Pandemia: estudantes de MT podem ficar sem moradia e auxílio na Colômbia

Eles foram para um intercâmbio e com o semestre prestes a terminar e fronteiras fechadas, não conseguem voltar, nem se manter no país vizinho

(Foto: Arquivo Pessoal)

Longe das famílias e isolados em outro país: sete estudantes intercambistas de Mato Grosso vivem um drama na Colômbia. Eles podem ficar sem moradia e auxílio financeiro a partir de junho. A volta para casa é uma incerteza, tendo em vista o fechamento das fronteiras no país.

Por lá, os voos internacionais comerciais só devem ser retomados no início de setembro.
Enquanto isso, os universitários se engajam na tentativa de conseguir um voo de repatriação.

Até agora, porém, nenhuma resposta positiva foi dada pelo governo federal.

A jovem Isabelle Fanaia é uma dessas estudantes. Aluna do curso de Rádio e TV da Universidade Federal de Mato Grosso (UFMT), ela chegou em Tunja, na Colômbia, no final de janeiro.

Pouco mais de um mês e meio depois, as atividades foram suspensa em função da pandemia de coronavírus.

O auxílio de cerca de 540 mil pesos – aproximadamente R$ 700 – é usado para hospedagem e alimentação. A assistência é repassada pela governo colombiano e só será paga até junho, quando o semestre letivo se encerrará.

“Depois dessa data, não iremos receber mais. Isso tem nos deixado bastante preocupados. Não temos condições de nos manter e é tudo muito incerto”, ela diz.

Pedido de ajuda

(Foto: Reprodução)

Pollyana Rodrigues é outra estudante na mesma situação. Também aluna de Rádio e TV da UFMT, ela está instalada na cidade de Cúcuta, na divisa com a Venezuela.

Segundo ela, no final de abril, a Embaixada do Brasil na Colômbia entrou em contato com os alunos.

A informação era de que um voo fretado sairia do país para buscar estudantes colombianos retidos no Brasil. Se houvesse interesse, eles poderiam embarcar. A passagem que custava US$ 450, entretanto, teria que ser paga pelos próprios universitários.

“Com a alta do dólar, fica inviável pagar esse valor. Somo estudantes bolsistas, não temos condições de pagar essa passagem de retorno”, afirma Pollyana.

Por causa da emergência sanitária, as aulas do intercâmbio estão sendo feitas em ambiente virtual. Por isso, a volta para o Brasil sequer representaria perdas no currículo das estudantes.

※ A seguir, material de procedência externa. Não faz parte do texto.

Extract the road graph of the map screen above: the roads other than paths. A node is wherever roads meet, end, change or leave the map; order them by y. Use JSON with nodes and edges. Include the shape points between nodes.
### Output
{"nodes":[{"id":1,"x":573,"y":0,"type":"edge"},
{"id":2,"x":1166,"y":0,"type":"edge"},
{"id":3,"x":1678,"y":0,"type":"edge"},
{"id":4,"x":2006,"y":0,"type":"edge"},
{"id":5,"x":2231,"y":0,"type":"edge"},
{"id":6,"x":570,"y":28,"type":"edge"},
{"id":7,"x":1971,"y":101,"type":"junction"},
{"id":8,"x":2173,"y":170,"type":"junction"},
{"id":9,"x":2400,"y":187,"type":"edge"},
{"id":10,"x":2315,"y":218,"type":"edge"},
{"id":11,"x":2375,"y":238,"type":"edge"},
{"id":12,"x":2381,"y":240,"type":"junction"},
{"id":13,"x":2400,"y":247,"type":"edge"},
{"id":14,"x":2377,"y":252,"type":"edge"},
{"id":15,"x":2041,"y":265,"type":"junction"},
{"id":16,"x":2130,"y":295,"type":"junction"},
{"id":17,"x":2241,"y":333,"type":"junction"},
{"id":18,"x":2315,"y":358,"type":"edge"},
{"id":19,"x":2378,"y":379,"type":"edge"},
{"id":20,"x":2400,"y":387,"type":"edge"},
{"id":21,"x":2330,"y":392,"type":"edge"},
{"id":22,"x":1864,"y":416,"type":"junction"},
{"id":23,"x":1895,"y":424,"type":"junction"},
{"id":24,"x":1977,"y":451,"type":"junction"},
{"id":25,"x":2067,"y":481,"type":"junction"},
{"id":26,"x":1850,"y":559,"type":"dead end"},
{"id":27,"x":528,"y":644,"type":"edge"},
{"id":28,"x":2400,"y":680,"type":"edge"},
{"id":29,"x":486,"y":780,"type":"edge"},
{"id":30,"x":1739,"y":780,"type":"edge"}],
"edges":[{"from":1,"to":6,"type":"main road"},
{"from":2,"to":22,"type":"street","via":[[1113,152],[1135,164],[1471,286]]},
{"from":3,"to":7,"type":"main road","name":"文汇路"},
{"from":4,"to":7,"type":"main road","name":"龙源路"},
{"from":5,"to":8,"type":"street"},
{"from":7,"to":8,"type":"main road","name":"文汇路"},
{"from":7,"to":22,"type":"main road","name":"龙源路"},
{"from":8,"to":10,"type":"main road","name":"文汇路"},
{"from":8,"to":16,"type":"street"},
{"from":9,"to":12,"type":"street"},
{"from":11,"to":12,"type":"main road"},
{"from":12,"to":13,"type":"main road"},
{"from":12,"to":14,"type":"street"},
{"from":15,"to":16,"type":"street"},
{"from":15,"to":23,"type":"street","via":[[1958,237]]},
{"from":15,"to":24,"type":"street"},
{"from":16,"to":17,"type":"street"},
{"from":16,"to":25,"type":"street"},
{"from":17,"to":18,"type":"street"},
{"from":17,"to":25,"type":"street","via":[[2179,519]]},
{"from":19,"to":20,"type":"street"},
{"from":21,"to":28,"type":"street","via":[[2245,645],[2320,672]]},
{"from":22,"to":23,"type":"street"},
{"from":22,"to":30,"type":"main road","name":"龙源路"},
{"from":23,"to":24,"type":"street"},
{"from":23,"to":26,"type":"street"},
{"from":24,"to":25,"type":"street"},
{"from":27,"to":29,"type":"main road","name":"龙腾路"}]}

Para conseguir o retorno, os alunos têm se engajado nas redes sociais, pedindo apoio de políticos e órgãos federais.

“Frustração”

Para as estudantes, a interrupção do intercâmbio é frustrante. Pollyana se preparou com muita antecedência. Para a estadia no outro país, vendeu doces em festas e fez vaquinhas.

“Não tem como colocar a culpa em alguém. É uma situação que foge do controle. Ninguém esperava pela pandemia. Mesmo assim, é frustrante. A sensação de um doce-amargo, mas não vou deixar me abater”, ela diz.

A sensação é a mesma de Isabelle, que sonhou com o momento.

O sonho tem se tornado um pesadelo. Toda essa dor de cabeça para voltar para casa. Essa situação tem afetado nossa saúde mental. Já não temos mais psicológico para lidar com as coisas”, afirma.

Apoio da UFMT

Em nota, a UFMT informou que está articulando com as universidades colombianas a extensão da oferta de moradia e alimentação aos intercambistas, após o final do período de mobilidade.

A universidade diz ainda que segue em contato com órgãos federais, na tentativa de auxiliar os estudantes.